START Records for the exercise

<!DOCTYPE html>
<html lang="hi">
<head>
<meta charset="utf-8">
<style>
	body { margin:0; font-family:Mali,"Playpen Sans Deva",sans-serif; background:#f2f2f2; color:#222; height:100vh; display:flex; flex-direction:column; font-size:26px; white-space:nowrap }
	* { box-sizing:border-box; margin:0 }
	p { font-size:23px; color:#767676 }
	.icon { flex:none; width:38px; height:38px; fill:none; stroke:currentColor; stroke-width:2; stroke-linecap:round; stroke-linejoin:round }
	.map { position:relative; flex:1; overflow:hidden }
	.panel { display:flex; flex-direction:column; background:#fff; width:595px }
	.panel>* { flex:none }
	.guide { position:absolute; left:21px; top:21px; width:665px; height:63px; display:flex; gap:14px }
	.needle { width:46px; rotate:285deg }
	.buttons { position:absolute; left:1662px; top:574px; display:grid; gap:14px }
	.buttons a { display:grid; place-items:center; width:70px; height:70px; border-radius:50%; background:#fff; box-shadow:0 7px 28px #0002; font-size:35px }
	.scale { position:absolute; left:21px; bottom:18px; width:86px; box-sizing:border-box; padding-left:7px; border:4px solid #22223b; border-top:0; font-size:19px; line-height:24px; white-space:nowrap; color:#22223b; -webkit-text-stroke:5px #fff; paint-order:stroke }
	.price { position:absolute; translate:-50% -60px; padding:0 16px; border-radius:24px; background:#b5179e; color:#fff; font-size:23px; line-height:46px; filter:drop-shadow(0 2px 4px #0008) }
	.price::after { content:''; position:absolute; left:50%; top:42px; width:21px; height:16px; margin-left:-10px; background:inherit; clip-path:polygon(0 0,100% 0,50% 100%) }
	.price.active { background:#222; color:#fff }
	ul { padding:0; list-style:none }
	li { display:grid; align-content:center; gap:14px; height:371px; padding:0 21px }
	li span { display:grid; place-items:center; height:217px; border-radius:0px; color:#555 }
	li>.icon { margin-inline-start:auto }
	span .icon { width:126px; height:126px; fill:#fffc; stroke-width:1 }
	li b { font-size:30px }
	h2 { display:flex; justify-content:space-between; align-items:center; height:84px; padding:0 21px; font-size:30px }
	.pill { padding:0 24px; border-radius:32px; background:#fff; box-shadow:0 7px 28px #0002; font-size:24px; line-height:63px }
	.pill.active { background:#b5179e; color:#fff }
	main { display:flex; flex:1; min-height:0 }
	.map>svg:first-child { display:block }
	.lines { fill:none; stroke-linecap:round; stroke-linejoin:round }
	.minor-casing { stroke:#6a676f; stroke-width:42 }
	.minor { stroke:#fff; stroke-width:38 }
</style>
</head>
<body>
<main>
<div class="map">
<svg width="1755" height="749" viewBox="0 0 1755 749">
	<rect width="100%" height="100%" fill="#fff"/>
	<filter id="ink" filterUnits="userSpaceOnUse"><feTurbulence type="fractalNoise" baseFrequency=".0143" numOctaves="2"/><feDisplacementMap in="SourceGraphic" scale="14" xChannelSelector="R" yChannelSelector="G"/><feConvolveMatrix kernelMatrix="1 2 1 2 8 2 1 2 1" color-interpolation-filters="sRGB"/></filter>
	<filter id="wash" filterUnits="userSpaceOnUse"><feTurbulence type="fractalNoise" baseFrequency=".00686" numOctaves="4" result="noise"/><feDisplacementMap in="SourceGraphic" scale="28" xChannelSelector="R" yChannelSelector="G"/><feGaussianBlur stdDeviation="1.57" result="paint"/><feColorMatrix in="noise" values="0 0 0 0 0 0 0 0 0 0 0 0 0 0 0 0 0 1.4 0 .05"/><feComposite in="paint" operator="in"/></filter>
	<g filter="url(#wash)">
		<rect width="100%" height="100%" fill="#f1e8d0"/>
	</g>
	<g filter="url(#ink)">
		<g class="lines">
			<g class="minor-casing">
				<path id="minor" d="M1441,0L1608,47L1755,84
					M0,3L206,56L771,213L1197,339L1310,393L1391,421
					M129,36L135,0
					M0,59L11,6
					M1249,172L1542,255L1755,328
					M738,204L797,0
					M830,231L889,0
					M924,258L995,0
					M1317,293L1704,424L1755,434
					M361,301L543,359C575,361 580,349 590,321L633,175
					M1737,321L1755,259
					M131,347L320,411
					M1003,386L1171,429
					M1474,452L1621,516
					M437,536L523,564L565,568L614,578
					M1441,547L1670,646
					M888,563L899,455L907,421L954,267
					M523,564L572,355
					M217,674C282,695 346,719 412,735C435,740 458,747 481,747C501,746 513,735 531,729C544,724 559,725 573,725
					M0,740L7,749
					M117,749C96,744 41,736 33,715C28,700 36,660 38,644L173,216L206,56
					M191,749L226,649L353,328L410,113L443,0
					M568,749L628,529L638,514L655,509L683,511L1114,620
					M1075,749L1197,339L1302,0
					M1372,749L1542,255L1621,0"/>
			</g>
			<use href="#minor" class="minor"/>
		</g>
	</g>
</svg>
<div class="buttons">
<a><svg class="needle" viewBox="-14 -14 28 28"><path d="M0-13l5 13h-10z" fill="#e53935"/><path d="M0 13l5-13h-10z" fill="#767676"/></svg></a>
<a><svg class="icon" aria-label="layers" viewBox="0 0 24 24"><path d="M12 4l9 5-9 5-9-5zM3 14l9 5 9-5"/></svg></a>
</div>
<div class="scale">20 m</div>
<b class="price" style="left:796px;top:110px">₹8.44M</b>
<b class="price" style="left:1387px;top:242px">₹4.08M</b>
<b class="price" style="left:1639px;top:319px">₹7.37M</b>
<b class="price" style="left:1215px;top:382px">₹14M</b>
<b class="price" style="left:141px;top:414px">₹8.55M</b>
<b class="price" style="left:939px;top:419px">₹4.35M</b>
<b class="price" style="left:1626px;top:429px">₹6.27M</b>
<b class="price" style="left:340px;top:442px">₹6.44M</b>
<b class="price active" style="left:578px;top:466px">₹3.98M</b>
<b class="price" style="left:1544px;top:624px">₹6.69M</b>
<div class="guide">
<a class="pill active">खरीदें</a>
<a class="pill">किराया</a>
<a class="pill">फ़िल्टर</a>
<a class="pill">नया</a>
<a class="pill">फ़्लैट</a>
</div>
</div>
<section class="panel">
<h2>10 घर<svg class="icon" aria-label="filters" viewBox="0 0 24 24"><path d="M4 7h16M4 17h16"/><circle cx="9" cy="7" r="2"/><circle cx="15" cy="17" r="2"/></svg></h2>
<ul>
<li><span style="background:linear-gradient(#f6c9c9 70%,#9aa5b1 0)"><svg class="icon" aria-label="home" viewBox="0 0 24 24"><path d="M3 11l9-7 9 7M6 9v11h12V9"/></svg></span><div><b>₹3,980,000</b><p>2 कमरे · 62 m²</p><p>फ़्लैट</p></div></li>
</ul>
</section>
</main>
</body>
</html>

END Records for the exercise

--- Prompt ---
Having output the line that contains "position:absolute; translate:-50% -60px;", stop. Every line before it, back to the first line of the data, must be reproduced exactly.

--- Written solution ---
<!DOCTYPE html>
<html lang="hi">
<head>
<meta charset="utf-8">
<style>
	body { margin:0; font-family:Mali,"Playpen Sans Deva",sans-serif; background:#f2f2f2; color:#222; height:100vh; display:flex; flex-direction:column; font-size:26px; white-space:nowrap }
	* { box-sizing:border-box; margin:0 }
	p { font-size:23px; color:#767676 }
	.icon { flex:none; width:38px; height:38px; fill:none; stroke:currentColor; stroke-width:2; stroke-linecap:round; stroke-linejoin:round }
	.map { position:relative; flex:1; overflow:hidden }
	.panel { display:flex; flex-direction:column; background:#fff; width:595px }
	.panel>* { flex:none }
	.guide { position:absolute; left:21px; top:21px; width:665px; height:63px; display:flex; gap:14px }
	.needle { width:46px; rotate:285deg }
	.buttons { position:absolute; left:1662px; top:574px; display:grid; gap:14px }
	.buttons a { display:grid; place-items:center; width:70px; height:70px; border-radius:50%; background:#fff; box-shadow:0 7px 28px #0002; font-size:35px }
	.scale { position:absolute; left:21px; bottom:18px; width:86px; box-sizing:border-box; padding-left:7px; border:4px solid #22223b; border-top:0; font-size:19px; line-height:24px; white-space:nowrap; color:#22223b; -webkit-text-stroke:5px #fff; paint-order:stroke }
	.price { position:absolute; translate:-50% -60px; padding:0 16px; border-radius:24px; background:#b5179e; color:#fff; font-size:23px; line-height:46px; filter:drop-shadow(0 2px 4px #0008) }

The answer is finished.